[Collected data entries]
•••••

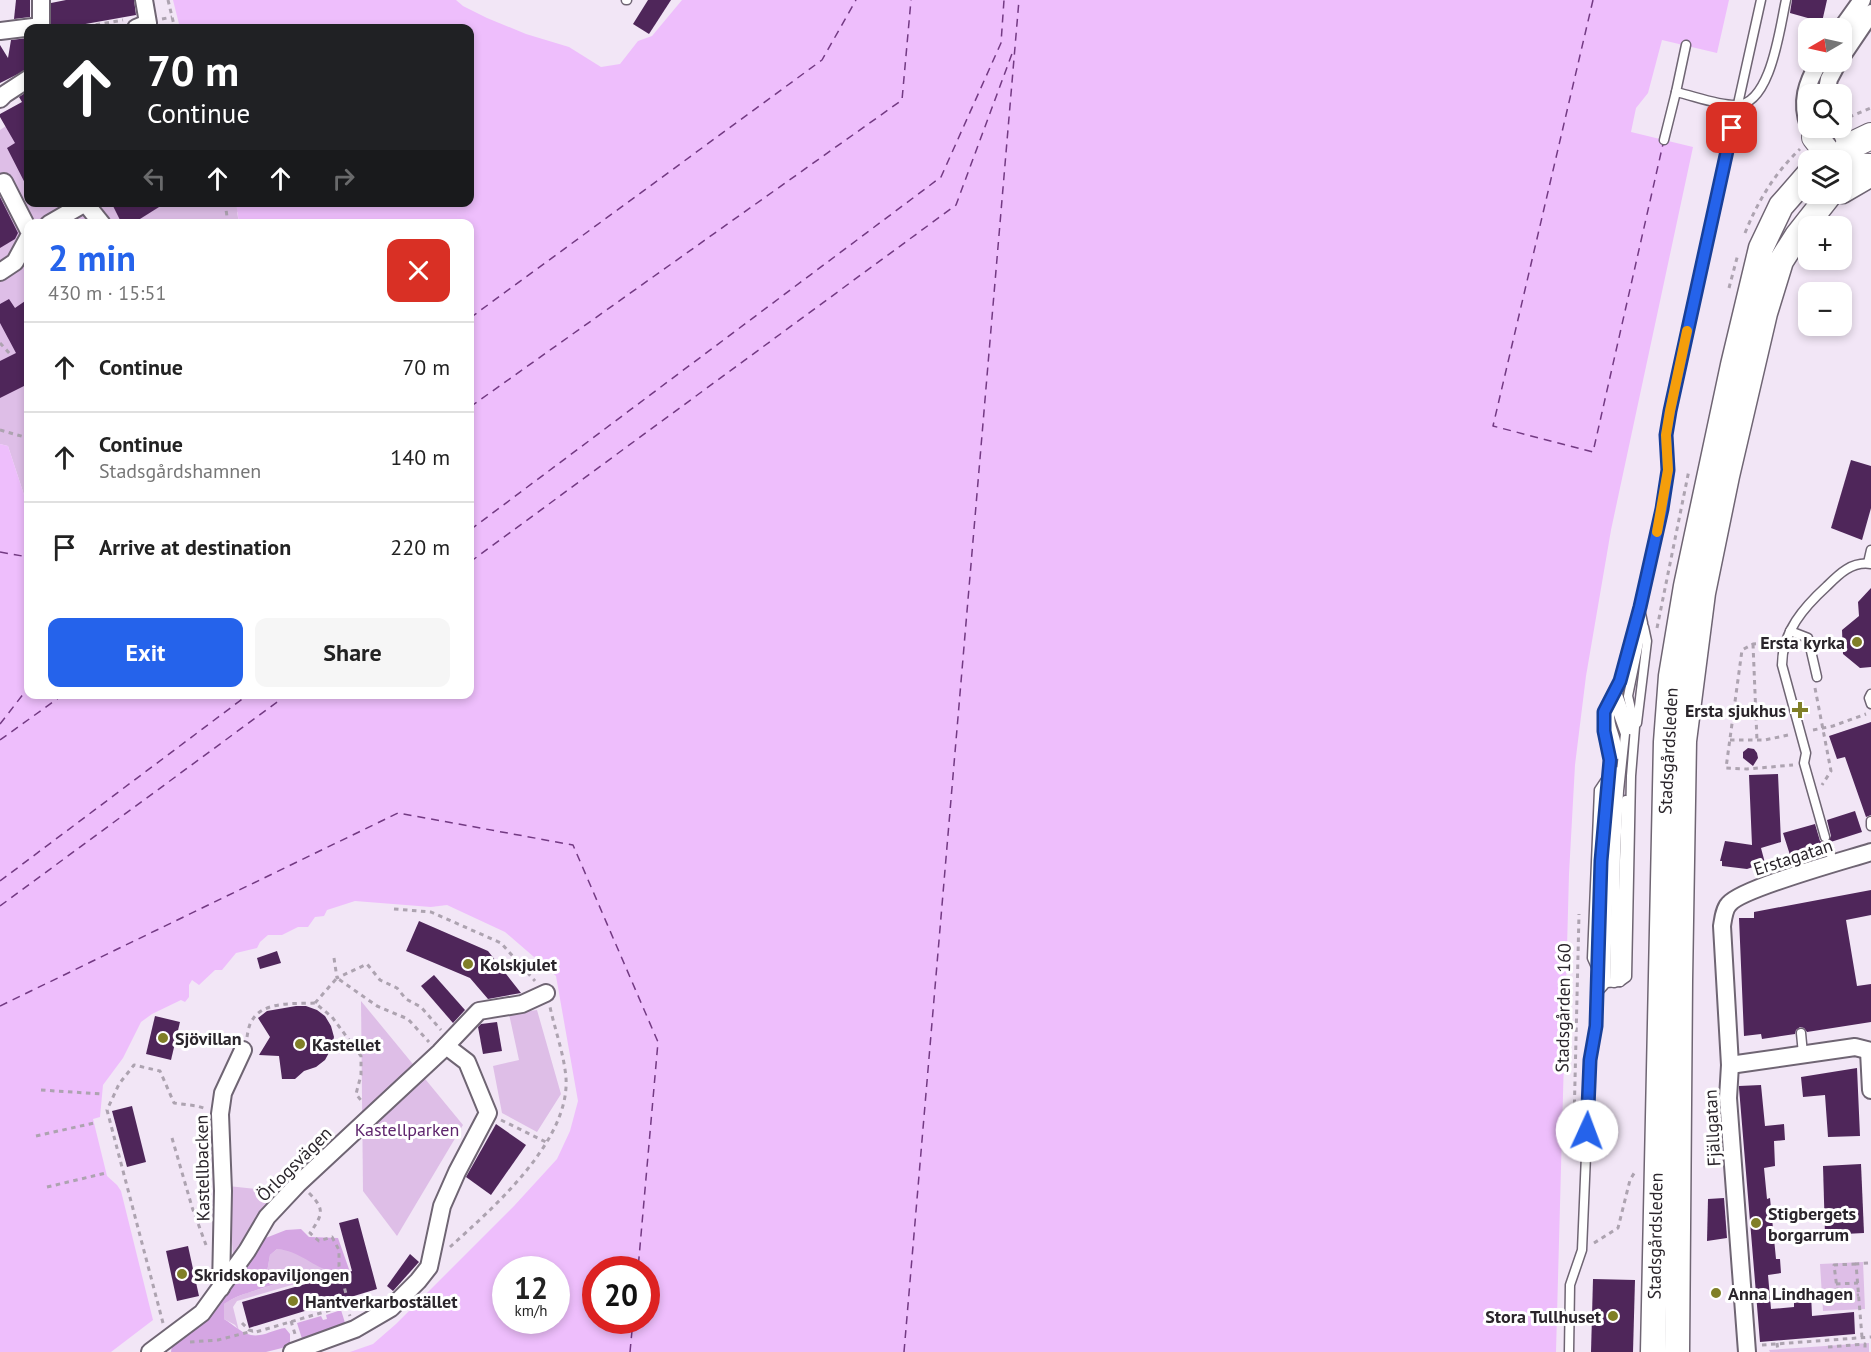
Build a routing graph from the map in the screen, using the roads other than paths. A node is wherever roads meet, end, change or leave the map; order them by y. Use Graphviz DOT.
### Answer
graph roads {
  1 [pos="41,0"];
  2 [pos="144,0"];
  3 [pos="1761,0"];
  4 [pos="1786,0"];
  5 [pos="1862,0"];
  6 [pos="1871,13"];
  7 [pos="1849,18"];
  8 [pos="41,24"];
  9 [pos="146,24"];
  10 [pos="24,29"];
  11 [pos="0,31"];
  12 [pos="1852,41"];
  13 [pos="1686,45"];
  14 [pos="24,82"];
  15 [pos="1676,92"];
  16 [pos="0,99"];
  17 [pos="1736,106"];
  18 [pos="1664,140"];
  19 [pos="1871,167"];
  20 [pos="1852,168"];
  21 [pos="1852,170"];
  22 [pos="1871,174"];
  23 [pos="0,184"];
  24 [pos="1798,187"];
  25 [pos="1817,204"];
  26 [pos="79,207"];
  27 [pos="89,207"];
  28 [pos="59,219"];
  29 [pos="98,219"];
  30 [pos="24,221"];
  31 [pos="22,266"];
  32 [pos="0,272"];
  33 [pos="1871,550"];
  34 [pos="1869,563"];
  35 [pos="1640,607"];
  36 [pos="1790,631"];
  37 [pos="1817,677"];
  38 [pos="1871,694"];
  39 [pos="1614,695"];
  40 [pos="1871,704"];
  41 [pos="1825,837"];
  42 [pos="1871,852"];
  43 [pos="1729,904"];
  44 [pos="1613,983"];
  45 [pos="1597,992"];
  46 [pos="546,993"];
  47 [pos="1801,1033"];
  48 [pos="446,1047"];
  49 [pos="243,1050"];
  50 [pos="1870,1051"];
  51 [pos="1803,1054"];
  52 [pos="1730,1065"];
  53 [pos="1871,1090"];
  54 [pos="221,1289"];
  55 [pos="1752,1348"];
  56 [pos="150,1352"];
  57 [pos="291,1352"];
  58 [pos="1569,1352"];
  59 [pos="1653,1352"];
  60 [pos="1677,1352"];
  1 -- 8 [label="street"];
  2 -- 9 [label="street"];
  3 -- 17 [label="lane"];
  4 -- 17 [label="lane"];
  5 -- 7 [label="street"];
  6 -- 12 [label="street"];
  10 -- 11 [label="street"];
  13 -- 15 [label="lane"];
  14 -- 16 [label="street"];
  15 -- 17 [label="lane"];
  15 -- 18 [label="lane"];
  17 -- 35 [label="lane"];
  19 -- 20 [label="main road"];
  21 -- 22 [label="main road"];
  23 -- 30 [label="street"];
  24 -- 59 [label="main road, Stadsgårdsleden"];
  25 -- 60 [label="main road, Stadsgårdsleden"];
  26 -- 28 [label="street"];
  27 -- 29 [label="street"];
  31 -- 32 [label="street"];
  33 -- 34 [label="lane"];
  34 -- 36 [label="lane"];
  35 -- 39 [label="lane"];
  35 -- 44 [label="lane"];
  36 -- 37 [label="lane"];
  36 -- 41 [label="lane"];
  38 -- 40 [label="lane"];
  39 -- 44 [label="lane"];
  39 -- 44 [label="lane"];
  39 -- 45 [label="lane"];
  42 -- 43 [label="street, Erstagatan"];
  43 -- 52 [label="street, Fjällgatan"];
  44 -- 45 [label="lane"];
  45 -- 58 [label="lane"];
  46 -- 48 [label="street, Örlogsvägen"];
  47 -- 51 [label="lane"];
  48 -- 54 [label="street, Örlogsvägen"];
  48 -- 57 [label="street"];
  49 -- 54 [label="street, Kastellbacken"];
  50 -- 51 [label="street"];
  50 -- 53 [label="street"];
  51 -- 52 [label="street"];
  52 -- 55 [label="street, Fjällgatan"];
  54 -- 56 [label="street, Örlogsvägen"];
}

•••••

Brief: With the pictures omitted, reproduce the data above exactly.

Answer to the exercise:
Build a routing graph from the map in the screen, using the roads other than paths. A node is wherever roads meet, end, change or leave the map; order them by y. Use Graphviz DOT.
### Answer
graph roads {
  1 [pos="41,0"];
  2 [pos="144,0"];
  3 [pos="1761,0"];
  4 [pos="1786,0"];
  5 [pos="1862,0"];
  6 [pos="1871,13"];
  7 [pos="1849,18"];
  8 [pos="41,24"];
  9 [pos="146,24"];
  10 [pos="24,29"];
  11 [pos="0,31"];
  12 [pos="1852,41"];
  13 [pos="1686,45"];
  14 [pos="24,82"];
  15 [pos="1676,92"];
  16 [pos="0,99"];
  17 [pos="1736,106"];
  18 [pos="1664,140"];
  19 [pos="1871,167"];
  20 [pos="1852,168"];
  21 [pos="1852,170"];
  22 [pos="1871,174"];
  23 [pos="0,184"];
  24 [pos="1798,187"];
  25 [pos="1817,204"];
  26 [pos="79,207"];
  27 [pos="89,207"];
  28 [pos="59,219"];
  29 [pos="98,219"];
  30 [pos="24,221"];
  31 [pos="22,266"];
  32 [pos="0,272"];
  33 [pos="1871,550"];
  34 [pos="1869,563"];
  35 [pos="1640,607"];
  36 [pos="1790,631"];
  37 [pos="1817,677"];
  38 [pos="1871,694"];
  39 [pos="1614,695"];
  40 [pos="1871,704"];
  41 [pos="1825,837"];
  42 [pos="1871,852"];
  43 [pos="1729,904"];
  44 [pos="1613,983"];
  45 [pos="1597,992"];
  46 [pos="546,993"];
  47 [pos="1801,1033"];
  48 [pos="446,1047"];
  49 [pos="243,1050"];
  50 [pos="1870,1051"];
  51 [pos="1803,1054"];
  52 [pos="1730,1065"];
  53 [pos="1871,1090"];
  54 [pos="221,1289"];
  55 [pos="1752,1348"];
  56 [pos="150,1352"];
  57 [pos="291,1352"];
  58 [pos="1569,1352"];
  59 [pos="1653,1352"];
  60 [pos="1677,1352"];
  1 -- 8 [label="street"];
  2 -- 9 [label="street"];
  3 -- 17 [label="lane"];
  4 -- 17 [label="lane"];
  5 -- 7 [label="street"];
  6 -- 12 [label="street"];
  10 -- 11 [label="street"];
  13 -- 15 [label="lane"];
  14 -- 16 [label="street"];
  15 -- 17 [label="lane"];
  15 -- 18 [label="lane"];
  17 -- 35 [label="lane"];
  19 -- 20 [label="main road"];
  21 -- 22 [label="main road"];
  23 -- 30 [label="street"];
  24 -- 59 [label="main road, Stadsgårdsleden"];
  25 -- 60 [label="main road, Stadsgårdsleden"];
  26 -- 28 [label="street"];
  27 -- 29 [label="street"];
  31 -- 32 [label="street"];
  33 -- 34 [label="lane"];
  34 -- 36 [label="lane"];
  35 -- 39 [label="lane"];
  35 -- 44 [label="lane"];
  36 -- 37 [label="lane"];
  36 -- 41 [label="lane"];
  38 -- 40 [label="lane"];
  39 -- 44 [label="lane"];
  39 -- 44 [label="lane"];
  39 -- 45 [label="lane"];
  42 -- 43 [label="street, Erstagatan"];
  43 -- 52 [label="street, Fjällgatan"];
  44 -- 45 [label="lane"];
  45 -- 58 [label="lane"];
  46 -- 48 [label="street, Örlogsvägen"];
  47 -- 51 [label="lane"];
  48 -- 54 [label="street, Örlogsvägen"];
  48 -- 57 [label="street"];
  49 -- 54 [label="street, Kastellbacken"];
  50 -- 51 [label="street"];
  50 -- 53 [label="street"];
  51 -- 52 [label="street"];
  52 -- 55 [label="street, Fjällgatan"];
  54 -- 56 [label="street, Örlogsvägen"];
}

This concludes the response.